A Scottish Government spokesman said: “The Fiscal Commission Working Group, which comprises of economic experts and two Nobel Laureates, concluded that it is in the interests of both Scotland and the UK to continue to retain sterling in a formal monetary union.

“A currency union is in the UK’s economic interests given the strong trade and financial links between Scotland and the UK. For example, the UK exports more to Scotland than to Brazil, South Africa, Russia, India, China and Japan put together.”

Better Together campaign director Blair McDougall said: “The report by BlackRock is a serious piece of work from experts in managing money. The SNP cannot dismiss this as they have every other warning from experts, employers and economists.

“Being part of the UK means lower costs, more jobs and better opportunities for future generations. Losing the pound means losing the strength, stability and security of the UK economy.”

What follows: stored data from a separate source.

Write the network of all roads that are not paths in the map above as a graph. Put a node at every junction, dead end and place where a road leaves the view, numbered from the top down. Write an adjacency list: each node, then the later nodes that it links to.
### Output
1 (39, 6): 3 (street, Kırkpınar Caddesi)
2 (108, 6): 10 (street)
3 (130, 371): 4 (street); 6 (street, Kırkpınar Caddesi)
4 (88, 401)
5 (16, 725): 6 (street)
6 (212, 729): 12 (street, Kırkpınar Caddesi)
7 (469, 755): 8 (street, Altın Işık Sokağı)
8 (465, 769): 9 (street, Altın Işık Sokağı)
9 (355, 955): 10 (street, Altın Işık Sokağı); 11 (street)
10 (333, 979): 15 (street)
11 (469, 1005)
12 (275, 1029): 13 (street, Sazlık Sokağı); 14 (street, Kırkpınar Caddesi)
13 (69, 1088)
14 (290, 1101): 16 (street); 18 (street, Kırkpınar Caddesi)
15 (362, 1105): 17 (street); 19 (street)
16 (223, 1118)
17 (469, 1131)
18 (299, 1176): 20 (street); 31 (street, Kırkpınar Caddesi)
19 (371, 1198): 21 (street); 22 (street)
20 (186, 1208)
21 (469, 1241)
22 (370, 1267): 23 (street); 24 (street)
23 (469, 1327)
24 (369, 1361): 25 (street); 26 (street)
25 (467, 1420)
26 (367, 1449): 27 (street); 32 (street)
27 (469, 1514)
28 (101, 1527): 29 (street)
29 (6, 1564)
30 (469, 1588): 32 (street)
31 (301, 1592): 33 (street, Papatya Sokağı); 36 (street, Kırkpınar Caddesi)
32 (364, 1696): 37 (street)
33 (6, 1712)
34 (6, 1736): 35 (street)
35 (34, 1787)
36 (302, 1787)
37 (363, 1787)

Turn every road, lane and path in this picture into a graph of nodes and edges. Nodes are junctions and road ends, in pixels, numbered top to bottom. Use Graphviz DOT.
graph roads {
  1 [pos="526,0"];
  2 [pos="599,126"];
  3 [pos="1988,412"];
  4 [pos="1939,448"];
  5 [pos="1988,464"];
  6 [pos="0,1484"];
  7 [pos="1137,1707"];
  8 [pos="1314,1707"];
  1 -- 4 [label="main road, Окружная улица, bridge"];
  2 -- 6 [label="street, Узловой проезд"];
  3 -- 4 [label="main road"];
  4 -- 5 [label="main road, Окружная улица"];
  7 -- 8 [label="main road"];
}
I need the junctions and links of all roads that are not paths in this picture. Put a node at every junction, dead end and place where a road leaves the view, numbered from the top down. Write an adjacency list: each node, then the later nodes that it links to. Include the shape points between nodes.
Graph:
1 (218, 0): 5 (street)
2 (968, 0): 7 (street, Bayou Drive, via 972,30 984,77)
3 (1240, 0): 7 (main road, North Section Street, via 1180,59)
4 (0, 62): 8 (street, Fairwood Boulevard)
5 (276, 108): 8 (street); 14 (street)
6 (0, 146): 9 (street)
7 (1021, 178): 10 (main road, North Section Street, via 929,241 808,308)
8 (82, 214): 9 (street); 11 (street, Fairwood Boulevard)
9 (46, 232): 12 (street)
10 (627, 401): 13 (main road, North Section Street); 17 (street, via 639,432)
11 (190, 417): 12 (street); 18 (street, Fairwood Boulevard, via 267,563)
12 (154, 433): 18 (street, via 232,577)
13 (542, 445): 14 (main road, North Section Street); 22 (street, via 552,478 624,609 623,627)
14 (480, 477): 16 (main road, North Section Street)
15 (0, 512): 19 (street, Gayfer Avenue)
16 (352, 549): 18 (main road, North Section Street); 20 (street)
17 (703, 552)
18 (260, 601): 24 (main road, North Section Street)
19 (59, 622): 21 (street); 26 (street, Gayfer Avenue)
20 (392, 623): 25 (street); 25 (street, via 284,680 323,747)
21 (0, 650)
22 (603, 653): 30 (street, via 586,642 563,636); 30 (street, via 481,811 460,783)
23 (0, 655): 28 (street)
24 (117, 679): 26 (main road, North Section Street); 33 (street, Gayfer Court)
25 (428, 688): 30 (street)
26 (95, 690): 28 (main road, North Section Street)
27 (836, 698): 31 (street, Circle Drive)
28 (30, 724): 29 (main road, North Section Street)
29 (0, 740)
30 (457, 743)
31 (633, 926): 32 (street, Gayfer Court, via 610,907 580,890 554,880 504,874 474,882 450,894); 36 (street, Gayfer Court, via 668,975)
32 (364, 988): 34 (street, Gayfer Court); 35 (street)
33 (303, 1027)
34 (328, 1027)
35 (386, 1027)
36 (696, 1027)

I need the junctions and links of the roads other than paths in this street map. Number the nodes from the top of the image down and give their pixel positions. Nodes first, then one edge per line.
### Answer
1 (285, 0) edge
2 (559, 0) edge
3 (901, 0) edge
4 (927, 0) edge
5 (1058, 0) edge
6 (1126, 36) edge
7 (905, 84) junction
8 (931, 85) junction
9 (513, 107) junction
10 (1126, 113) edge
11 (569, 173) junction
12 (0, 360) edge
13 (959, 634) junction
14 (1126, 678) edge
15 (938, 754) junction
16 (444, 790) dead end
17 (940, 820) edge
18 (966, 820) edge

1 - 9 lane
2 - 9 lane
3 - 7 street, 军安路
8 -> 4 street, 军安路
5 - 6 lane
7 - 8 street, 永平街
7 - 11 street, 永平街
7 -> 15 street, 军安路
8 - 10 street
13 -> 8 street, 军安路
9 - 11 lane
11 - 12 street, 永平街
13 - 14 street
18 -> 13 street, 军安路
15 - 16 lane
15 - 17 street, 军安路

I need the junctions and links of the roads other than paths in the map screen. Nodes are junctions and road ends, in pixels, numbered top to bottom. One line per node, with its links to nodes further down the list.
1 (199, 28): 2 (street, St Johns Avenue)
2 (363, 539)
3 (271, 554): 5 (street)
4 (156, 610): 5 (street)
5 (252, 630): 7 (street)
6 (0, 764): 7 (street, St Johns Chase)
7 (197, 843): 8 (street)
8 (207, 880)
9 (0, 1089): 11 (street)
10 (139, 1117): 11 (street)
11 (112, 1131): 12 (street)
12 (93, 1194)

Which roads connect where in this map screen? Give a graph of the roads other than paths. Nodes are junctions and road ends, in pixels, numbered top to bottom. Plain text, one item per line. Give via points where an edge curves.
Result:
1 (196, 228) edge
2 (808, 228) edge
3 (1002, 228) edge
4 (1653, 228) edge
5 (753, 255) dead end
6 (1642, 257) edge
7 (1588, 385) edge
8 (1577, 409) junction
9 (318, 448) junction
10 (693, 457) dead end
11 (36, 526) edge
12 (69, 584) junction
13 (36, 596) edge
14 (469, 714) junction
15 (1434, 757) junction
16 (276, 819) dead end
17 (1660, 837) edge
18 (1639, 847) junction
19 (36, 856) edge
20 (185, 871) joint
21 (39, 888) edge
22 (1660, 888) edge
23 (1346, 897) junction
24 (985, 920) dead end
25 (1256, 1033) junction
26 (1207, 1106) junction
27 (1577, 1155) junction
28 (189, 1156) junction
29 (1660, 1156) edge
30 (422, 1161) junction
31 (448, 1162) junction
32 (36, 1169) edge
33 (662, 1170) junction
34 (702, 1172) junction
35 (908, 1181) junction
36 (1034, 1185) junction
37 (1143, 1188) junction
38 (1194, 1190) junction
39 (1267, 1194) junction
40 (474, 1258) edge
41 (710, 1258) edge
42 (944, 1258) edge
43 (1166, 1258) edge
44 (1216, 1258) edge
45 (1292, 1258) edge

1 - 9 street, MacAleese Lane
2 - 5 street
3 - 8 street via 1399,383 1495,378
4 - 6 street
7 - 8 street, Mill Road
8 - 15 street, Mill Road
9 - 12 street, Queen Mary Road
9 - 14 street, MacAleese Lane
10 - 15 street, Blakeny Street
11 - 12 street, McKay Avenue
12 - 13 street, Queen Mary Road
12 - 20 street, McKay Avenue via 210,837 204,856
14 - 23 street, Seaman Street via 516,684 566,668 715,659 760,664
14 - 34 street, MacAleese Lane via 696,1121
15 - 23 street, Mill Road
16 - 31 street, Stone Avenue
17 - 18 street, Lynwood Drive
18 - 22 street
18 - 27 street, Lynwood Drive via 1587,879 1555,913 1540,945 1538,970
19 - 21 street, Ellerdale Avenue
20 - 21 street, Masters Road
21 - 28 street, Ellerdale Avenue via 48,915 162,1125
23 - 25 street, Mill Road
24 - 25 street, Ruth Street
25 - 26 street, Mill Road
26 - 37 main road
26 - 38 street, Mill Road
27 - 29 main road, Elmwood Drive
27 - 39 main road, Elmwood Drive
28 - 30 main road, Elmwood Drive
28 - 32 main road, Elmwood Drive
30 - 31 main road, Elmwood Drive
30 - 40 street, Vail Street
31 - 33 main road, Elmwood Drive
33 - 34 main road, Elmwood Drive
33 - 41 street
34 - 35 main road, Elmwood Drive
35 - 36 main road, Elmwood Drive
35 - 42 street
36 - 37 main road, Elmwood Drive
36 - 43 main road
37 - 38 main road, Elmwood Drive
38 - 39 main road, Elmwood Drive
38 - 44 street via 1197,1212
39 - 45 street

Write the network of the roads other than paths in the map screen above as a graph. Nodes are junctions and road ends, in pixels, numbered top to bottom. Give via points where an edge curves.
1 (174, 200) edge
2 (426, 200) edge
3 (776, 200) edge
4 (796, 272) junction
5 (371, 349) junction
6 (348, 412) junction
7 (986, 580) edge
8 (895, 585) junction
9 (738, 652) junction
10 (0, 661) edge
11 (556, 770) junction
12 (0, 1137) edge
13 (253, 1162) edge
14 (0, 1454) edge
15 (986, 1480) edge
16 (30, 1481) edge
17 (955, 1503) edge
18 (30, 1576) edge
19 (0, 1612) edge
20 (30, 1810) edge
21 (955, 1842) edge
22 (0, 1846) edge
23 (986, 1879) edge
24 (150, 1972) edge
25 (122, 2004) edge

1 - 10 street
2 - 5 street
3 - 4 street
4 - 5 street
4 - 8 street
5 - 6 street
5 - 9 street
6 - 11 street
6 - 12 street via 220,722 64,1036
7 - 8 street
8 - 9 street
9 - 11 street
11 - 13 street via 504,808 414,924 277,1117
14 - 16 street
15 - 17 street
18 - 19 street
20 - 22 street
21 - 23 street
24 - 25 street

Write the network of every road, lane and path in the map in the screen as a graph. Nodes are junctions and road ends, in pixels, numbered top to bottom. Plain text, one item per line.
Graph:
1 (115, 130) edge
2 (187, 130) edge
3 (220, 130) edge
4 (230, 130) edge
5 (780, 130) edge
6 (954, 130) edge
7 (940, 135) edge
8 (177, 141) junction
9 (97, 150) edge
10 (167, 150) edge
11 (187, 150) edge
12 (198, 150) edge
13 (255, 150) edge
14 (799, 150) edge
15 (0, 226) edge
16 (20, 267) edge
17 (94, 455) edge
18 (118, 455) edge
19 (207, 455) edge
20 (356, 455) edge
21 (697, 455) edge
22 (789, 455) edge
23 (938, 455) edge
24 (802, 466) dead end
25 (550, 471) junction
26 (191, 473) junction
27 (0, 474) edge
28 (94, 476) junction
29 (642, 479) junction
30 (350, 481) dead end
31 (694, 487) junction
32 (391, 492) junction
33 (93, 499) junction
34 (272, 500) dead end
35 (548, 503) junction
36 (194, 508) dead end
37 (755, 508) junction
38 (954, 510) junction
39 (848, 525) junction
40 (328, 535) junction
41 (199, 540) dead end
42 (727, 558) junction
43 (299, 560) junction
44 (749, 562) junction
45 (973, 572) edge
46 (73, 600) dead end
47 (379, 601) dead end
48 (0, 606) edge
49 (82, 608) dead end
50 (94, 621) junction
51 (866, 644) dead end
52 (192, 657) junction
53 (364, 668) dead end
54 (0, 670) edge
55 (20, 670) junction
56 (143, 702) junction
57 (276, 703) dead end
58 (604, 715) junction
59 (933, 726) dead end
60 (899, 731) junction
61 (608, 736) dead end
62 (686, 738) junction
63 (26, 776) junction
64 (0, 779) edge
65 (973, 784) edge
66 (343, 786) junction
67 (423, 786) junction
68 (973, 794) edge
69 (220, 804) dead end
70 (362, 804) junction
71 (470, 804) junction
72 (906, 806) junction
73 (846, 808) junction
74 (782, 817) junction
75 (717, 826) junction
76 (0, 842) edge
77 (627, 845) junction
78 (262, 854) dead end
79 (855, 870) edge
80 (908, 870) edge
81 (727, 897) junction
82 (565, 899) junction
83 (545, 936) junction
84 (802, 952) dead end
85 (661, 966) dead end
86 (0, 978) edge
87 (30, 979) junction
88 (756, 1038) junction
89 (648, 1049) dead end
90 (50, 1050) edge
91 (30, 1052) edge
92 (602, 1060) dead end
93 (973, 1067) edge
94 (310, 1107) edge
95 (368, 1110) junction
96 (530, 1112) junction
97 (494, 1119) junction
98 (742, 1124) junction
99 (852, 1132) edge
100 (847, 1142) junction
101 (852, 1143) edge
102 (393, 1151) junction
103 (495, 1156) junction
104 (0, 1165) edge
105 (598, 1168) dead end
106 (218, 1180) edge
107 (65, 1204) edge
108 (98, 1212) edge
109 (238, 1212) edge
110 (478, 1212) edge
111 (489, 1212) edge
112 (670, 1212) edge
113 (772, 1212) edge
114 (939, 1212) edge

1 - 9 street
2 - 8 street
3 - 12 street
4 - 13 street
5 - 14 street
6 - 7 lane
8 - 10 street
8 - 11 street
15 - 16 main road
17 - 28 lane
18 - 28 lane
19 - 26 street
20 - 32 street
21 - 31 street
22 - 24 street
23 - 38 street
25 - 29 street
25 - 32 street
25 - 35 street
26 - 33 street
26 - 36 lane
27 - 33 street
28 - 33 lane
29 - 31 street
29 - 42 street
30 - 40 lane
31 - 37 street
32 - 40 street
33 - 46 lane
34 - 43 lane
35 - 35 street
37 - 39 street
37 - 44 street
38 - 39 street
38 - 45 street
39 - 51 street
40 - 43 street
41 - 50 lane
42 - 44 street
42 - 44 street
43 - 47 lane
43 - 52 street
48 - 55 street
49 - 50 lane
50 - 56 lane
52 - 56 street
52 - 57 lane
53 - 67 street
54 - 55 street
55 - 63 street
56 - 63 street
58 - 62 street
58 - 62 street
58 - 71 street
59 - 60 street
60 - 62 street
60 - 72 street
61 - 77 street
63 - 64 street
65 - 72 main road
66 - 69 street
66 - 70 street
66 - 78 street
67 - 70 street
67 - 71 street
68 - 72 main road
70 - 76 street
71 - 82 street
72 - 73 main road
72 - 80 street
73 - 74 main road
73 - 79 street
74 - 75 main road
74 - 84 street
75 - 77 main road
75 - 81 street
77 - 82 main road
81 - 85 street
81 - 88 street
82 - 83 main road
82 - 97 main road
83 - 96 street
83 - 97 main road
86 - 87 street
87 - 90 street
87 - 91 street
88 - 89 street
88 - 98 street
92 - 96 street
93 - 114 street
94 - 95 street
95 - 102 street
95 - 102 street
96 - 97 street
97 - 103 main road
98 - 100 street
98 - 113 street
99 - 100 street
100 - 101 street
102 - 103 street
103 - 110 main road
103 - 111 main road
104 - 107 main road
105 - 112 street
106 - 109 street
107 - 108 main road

Yes Scotland chief executive Blair Jenkins said: “Last month a report from credit agency Standard and Poor’s highlighted the attractiveness of an independent Scotland as a place to do business - and concluded that Scotland’s wealth levels are comparable to those of AAA-listed nations, and that as an independent country, even without North Sea oil, Scotland will qualify for S&P’s highest economic assessment.

“Scotland is already part of the European Union and Scots have been EU citizens for more than 40 years - and experts such as senior EU negotiator Graeme Avery have made it clear that Scotland can negotiate its position as a member state after a Yes vote and prior to becoming independent in March 2016.”